Extended Fibonacci numbers P25832

The well known Fibonacci numbers are defined recursively as follows: $F_0 = 0$, $F_1 = 1$, $F_i = F_{i-1} + F_{i-2}$ for $i \ge 2$. The first Fibonacci numbers are 0, 1, 1, 2, 3, 5, 8, 13, 21, ….

Let us generalize the Fibonacci numbers. For every pair of natural numbers $a$ and $b$, define the sequence $S(a, b) = [f_0, f_1, \dots]$ as $f_0 = a$, $f_1 = b$, $f_i = f_{i-1} + f_{i-2}$ for $i \ge 2$. Note that $S(0, 1)$ is the traditional Fibonacci sequence.

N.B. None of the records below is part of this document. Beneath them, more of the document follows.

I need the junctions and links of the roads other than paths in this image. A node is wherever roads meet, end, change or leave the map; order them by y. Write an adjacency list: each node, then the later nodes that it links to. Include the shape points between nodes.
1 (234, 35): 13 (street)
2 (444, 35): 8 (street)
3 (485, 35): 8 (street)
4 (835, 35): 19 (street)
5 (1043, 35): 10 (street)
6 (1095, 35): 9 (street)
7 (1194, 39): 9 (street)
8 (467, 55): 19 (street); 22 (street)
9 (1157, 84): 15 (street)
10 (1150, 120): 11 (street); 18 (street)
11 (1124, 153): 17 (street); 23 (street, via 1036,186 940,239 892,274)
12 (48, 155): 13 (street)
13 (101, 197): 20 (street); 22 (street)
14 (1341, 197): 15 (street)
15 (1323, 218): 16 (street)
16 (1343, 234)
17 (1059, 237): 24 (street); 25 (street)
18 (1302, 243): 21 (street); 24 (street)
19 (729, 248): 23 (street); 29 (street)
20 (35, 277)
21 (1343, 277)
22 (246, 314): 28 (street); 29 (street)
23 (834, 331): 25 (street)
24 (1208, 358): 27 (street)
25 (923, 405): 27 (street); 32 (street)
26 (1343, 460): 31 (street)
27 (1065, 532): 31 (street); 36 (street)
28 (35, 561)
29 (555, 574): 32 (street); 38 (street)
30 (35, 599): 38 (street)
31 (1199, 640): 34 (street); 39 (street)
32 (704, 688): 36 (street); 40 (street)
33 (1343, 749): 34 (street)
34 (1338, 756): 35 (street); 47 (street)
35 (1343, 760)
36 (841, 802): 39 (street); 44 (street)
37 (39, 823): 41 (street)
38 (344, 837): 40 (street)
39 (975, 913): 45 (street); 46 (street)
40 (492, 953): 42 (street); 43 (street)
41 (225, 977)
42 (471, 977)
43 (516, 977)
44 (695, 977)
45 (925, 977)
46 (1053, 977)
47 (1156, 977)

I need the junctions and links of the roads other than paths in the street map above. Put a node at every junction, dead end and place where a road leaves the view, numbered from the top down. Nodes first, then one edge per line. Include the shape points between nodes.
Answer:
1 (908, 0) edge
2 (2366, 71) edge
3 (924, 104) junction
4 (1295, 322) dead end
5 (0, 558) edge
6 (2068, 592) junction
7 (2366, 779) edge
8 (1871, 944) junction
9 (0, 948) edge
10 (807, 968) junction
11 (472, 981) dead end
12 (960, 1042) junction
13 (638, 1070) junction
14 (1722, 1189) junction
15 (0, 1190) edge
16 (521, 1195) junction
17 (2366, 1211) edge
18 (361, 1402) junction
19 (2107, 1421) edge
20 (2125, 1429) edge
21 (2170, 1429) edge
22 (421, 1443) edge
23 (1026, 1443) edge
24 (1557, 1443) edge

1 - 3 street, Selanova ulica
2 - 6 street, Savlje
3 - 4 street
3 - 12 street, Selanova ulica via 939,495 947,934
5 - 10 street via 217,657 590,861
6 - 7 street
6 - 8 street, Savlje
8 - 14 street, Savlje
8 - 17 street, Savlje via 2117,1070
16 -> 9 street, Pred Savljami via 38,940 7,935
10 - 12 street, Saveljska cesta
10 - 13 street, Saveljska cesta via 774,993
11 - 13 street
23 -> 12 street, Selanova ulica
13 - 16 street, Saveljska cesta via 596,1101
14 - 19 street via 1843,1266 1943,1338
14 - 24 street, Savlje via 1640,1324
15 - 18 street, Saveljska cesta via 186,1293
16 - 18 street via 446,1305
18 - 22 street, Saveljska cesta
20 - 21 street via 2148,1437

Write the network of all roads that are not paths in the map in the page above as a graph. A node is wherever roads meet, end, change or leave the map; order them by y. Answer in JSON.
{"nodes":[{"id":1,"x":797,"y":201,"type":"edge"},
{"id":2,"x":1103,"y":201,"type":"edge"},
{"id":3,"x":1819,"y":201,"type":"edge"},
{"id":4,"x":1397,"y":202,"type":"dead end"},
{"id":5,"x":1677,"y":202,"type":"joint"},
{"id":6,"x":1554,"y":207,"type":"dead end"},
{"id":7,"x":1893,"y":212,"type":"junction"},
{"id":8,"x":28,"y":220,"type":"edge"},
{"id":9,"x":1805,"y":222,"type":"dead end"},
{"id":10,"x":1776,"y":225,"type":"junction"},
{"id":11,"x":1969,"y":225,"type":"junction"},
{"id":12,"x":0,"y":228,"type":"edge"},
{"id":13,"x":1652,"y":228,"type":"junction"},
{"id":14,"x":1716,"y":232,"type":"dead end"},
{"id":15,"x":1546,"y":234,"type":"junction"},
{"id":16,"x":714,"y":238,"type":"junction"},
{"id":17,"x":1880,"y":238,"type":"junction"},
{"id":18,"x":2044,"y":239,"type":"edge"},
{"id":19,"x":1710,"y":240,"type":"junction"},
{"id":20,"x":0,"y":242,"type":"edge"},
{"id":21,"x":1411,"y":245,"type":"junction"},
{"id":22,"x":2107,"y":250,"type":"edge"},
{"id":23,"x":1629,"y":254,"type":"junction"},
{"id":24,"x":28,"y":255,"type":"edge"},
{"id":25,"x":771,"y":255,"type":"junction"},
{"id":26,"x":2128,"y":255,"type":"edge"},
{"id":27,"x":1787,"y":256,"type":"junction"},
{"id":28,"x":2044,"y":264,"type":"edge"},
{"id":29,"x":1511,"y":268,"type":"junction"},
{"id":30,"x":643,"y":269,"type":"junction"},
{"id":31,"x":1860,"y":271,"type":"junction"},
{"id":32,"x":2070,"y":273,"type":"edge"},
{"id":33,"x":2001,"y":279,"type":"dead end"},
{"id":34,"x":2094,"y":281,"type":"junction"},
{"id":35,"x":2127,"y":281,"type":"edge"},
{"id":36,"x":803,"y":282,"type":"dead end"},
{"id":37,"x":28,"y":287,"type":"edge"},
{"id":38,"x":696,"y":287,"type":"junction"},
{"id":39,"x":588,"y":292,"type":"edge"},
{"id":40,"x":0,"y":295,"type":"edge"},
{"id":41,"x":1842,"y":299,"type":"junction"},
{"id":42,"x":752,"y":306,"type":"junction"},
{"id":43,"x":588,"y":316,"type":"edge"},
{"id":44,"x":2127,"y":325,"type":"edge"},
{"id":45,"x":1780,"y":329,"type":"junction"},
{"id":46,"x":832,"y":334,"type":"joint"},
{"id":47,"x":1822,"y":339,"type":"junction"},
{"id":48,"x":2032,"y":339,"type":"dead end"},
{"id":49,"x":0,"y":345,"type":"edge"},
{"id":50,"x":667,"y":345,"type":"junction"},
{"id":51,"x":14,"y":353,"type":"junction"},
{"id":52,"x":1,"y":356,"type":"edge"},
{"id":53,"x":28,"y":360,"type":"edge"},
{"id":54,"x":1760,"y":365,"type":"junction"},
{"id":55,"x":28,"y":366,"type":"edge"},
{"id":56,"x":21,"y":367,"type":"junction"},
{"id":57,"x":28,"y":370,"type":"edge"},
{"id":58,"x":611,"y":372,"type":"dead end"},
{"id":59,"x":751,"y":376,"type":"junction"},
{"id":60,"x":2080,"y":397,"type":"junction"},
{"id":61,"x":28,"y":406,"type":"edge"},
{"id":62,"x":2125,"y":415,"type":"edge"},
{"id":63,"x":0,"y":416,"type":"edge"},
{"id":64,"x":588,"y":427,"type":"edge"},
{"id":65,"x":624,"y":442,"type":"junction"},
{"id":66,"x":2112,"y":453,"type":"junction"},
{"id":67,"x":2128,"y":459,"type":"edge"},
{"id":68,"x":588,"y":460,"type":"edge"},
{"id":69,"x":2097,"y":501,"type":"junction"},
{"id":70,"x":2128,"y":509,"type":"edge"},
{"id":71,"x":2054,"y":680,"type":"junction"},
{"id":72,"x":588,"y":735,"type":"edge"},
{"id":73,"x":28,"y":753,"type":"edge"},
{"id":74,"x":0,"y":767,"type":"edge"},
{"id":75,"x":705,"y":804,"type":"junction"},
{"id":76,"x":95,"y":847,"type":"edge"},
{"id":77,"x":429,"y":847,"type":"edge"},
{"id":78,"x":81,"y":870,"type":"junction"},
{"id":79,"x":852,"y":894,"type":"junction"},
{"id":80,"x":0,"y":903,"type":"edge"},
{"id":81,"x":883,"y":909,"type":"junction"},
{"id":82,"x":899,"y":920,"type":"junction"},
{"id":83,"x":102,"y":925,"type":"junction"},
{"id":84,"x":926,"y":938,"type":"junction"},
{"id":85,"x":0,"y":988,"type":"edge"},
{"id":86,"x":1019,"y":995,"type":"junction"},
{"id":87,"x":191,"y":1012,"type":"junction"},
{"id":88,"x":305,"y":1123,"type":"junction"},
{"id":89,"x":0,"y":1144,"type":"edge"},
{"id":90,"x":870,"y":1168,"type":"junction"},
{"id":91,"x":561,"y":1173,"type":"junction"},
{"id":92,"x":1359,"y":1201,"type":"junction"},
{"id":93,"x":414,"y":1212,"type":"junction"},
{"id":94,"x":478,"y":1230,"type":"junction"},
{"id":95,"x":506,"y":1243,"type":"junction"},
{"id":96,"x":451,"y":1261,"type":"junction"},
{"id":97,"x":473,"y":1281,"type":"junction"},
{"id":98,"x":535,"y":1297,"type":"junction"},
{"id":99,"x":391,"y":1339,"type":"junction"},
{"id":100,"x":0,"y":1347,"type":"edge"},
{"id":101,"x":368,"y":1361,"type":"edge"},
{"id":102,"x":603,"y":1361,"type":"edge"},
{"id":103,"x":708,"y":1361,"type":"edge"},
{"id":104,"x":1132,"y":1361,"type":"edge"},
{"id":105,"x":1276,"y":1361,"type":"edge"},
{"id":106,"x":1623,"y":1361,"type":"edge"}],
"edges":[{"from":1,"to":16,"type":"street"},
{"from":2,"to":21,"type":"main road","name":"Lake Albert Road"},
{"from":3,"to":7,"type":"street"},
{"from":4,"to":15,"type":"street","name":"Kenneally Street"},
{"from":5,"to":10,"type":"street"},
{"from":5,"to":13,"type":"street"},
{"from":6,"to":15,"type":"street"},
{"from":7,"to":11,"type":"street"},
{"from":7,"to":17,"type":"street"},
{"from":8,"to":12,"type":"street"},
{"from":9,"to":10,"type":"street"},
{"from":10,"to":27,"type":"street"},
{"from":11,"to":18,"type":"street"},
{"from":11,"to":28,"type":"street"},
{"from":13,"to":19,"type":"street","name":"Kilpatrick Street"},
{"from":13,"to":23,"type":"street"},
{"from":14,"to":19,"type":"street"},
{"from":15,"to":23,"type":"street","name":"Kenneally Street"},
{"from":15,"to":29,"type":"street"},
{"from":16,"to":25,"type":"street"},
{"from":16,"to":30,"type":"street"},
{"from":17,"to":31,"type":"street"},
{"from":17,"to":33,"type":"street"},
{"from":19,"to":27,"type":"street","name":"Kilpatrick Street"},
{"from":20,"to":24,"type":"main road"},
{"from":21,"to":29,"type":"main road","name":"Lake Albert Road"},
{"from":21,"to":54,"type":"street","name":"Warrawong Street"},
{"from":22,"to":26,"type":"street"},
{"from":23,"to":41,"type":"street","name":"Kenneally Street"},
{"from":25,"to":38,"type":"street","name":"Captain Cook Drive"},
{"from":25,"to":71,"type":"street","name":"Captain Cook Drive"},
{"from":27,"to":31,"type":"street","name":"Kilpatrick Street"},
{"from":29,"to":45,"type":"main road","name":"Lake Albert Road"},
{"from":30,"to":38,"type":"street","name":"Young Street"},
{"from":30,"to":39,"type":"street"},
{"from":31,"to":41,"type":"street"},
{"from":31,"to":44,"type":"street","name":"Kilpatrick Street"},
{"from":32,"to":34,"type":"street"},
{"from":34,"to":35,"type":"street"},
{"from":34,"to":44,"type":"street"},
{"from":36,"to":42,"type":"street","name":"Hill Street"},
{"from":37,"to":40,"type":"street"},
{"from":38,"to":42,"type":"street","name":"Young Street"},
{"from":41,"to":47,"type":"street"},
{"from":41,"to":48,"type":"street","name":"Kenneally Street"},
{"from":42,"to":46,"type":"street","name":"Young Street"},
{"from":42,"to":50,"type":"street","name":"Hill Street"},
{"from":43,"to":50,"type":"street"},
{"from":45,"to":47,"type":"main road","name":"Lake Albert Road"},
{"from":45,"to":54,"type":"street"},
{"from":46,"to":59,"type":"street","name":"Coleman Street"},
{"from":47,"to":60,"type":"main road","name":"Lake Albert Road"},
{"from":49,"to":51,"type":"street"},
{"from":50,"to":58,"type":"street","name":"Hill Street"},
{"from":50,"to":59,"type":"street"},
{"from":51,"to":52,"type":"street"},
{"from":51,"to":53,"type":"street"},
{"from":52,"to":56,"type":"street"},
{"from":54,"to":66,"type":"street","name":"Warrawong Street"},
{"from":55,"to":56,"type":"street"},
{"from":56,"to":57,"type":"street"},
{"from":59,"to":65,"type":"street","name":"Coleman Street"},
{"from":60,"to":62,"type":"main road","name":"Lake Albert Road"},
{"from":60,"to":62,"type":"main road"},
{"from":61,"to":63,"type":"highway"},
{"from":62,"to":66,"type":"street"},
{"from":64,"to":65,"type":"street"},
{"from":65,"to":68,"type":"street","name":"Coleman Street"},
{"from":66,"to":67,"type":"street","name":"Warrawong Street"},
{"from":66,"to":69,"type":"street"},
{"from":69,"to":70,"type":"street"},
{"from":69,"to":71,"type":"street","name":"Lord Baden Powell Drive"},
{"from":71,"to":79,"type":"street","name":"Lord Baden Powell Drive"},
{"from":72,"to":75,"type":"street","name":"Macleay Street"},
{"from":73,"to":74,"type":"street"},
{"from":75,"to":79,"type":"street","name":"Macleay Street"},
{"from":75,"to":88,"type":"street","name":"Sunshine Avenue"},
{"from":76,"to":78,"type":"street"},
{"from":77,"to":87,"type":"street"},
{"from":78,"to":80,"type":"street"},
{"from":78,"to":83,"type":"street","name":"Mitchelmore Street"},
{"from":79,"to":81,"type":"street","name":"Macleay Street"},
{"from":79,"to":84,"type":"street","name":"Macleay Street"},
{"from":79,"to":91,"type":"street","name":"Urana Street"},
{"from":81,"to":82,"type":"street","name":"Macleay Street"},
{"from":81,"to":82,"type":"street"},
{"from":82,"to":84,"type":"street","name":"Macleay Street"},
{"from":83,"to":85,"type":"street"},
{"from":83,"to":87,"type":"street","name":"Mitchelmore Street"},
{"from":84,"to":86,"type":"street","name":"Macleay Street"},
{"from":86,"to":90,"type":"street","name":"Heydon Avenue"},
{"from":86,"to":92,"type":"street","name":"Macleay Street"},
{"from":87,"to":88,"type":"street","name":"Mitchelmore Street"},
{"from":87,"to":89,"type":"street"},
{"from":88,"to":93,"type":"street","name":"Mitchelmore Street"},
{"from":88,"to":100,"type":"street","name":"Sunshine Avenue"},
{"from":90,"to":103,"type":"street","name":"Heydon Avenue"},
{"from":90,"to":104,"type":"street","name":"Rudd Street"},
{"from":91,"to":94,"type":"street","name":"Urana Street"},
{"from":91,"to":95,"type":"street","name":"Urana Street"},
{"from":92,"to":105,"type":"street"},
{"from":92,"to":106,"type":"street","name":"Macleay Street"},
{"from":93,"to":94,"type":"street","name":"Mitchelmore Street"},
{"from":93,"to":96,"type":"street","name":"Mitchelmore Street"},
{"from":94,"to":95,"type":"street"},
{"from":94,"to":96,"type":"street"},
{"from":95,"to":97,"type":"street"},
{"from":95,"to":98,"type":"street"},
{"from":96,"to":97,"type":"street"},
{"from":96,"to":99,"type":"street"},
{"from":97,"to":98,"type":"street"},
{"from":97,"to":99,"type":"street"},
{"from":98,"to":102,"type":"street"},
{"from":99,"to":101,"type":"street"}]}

You are given a natural number $n$. Please compute how many pairs $(a, b)$ exist such that $S(a, b)$ has a $i \ge 3$ where $f_i = n$. For instance, for $n = 2$ there are exactly three such sequences: $S(0, 1) = [0, 1, 1, 2, \dots]$, $S(1, 0) = [1, 0, 1, 1, 2, \dots]$, and $S(2, 0) = [2, 0, 2, 2, \dots]$.

Input

Input consists of several cases, each with a different natural number $n$ between 1 and $10^6$.

Output

For every $n$, print the number of pairs $(a, b)$ such that $n$ appears at a position $i \ge 3$ in $S(a, b)$.

Hint

Depending on your solution, Cassini’s identity could be useful: $F_{i-1} \cdot F_{i+1} - F_i^2 = (-1)^i$.